The building owner isn't pleased with the way the "mural" turned out, but he shouldn't be fined for it. If the alderman want something to do, why not try cleaning up the neighborhood that surrounds Cherokee? The amount of garbage and neglect that I see on a daily basis is pathetic. Leave alone the legit business owners that are trying to improve our neighborhood and try cracking down on the ghetto rats that are making it trashy. There are so many artists in this neighborhood that are trying to improve things, why not see the good that they are trying to do? And now I will step down from my soap box.
I can't believe that the city is trying to regulate a mural. Don't hate what you don't understand politico's.
I have been in St Louis for the past 3 years. First moved to SOCO (worst decision ever) I thought STL was STL. Until I visited Benton Park/Cherokee St. I now live in Benton park a couple blocks off of Cherokee St. It is vibrant, somewhat diverse, always fun and safer than people think. It appeals to most artists, it lends itself to free thinkers. It is still growing a little bit of graffiti may be better than staggering drunks, wouldn't you agree?
The Lenador building is one of the buildings in STL that i have come to enjoy every time I ride my bicycle past it. It reminds me of my old neighborhood, PILSEN in Chicago.
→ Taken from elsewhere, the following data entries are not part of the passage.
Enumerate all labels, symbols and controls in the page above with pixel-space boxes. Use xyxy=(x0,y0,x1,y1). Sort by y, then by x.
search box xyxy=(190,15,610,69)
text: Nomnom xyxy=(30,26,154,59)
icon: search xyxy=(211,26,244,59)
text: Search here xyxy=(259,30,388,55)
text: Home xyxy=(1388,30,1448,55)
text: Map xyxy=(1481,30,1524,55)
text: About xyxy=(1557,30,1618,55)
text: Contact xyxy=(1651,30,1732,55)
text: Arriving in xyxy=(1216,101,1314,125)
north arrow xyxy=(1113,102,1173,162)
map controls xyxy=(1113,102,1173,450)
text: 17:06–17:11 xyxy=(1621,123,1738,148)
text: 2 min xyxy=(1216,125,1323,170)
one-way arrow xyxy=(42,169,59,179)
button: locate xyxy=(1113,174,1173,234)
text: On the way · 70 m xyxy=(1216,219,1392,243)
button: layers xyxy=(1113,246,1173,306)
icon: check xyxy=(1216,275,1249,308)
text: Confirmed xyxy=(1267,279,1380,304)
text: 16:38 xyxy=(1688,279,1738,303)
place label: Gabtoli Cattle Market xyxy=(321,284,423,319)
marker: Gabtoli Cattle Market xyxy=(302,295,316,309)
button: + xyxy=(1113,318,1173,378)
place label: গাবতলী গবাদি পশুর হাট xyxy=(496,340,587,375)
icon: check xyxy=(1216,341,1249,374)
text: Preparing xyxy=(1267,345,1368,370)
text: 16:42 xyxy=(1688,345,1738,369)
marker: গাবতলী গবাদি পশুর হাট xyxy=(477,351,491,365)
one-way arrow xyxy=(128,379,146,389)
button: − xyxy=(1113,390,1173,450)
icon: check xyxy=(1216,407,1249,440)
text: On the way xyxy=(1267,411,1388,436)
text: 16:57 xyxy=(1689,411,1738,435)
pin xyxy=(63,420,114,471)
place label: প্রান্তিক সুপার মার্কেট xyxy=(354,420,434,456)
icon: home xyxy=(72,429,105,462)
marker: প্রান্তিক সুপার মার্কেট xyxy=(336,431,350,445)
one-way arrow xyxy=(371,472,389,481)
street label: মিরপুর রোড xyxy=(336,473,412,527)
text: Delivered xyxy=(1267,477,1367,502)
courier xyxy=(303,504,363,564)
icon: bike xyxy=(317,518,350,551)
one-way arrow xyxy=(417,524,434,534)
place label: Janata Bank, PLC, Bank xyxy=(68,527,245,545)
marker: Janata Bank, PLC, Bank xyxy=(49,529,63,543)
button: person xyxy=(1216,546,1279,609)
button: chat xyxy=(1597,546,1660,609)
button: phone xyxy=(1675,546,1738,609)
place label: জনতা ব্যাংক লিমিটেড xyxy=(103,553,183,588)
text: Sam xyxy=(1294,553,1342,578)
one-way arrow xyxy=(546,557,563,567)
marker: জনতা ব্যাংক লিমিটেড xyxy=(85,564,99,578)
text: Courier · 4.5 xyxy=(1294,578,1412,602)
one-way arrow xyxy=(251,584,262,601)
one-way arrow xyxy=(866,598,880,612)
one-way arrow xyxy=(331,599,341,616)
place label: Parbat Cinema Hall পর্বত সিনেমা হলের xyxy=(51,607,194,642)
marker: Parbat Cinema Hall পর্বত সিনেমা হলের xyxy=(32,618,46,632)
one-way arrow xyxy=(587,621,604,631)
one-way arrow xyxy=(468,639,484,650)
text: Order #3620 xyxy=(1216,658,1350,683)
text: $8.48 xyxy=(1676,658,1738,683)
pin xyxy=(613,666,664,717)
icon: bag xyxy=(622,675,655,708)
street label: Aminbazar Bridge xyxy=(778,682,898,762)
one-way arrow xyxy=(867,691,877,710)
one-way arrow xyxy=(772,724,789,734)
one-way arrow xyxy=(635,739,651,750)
Graffiti kept me out of of trouble growing up and would rather see expressions in explosive colors, than gang activity or drive by shootings. I would rather be assaulted by the loud voice of an artist's work than hear the words of an alderman/woman that has lost some connection to the growing population of the community he/she serves.
Cherokee Latin/Art district is not as strange as stated in the article, it just may be strange to a generation growing out of touch with the changing times. This neighborhood is one of the few where I feel perfectly comfortable being myself, a Mexican American, artist, supporter of the arts, city employee, urban cyclist, and a dreamer full of ambition.
The work on the Lenador may be more helpful than one would think. It helped me a long time ago.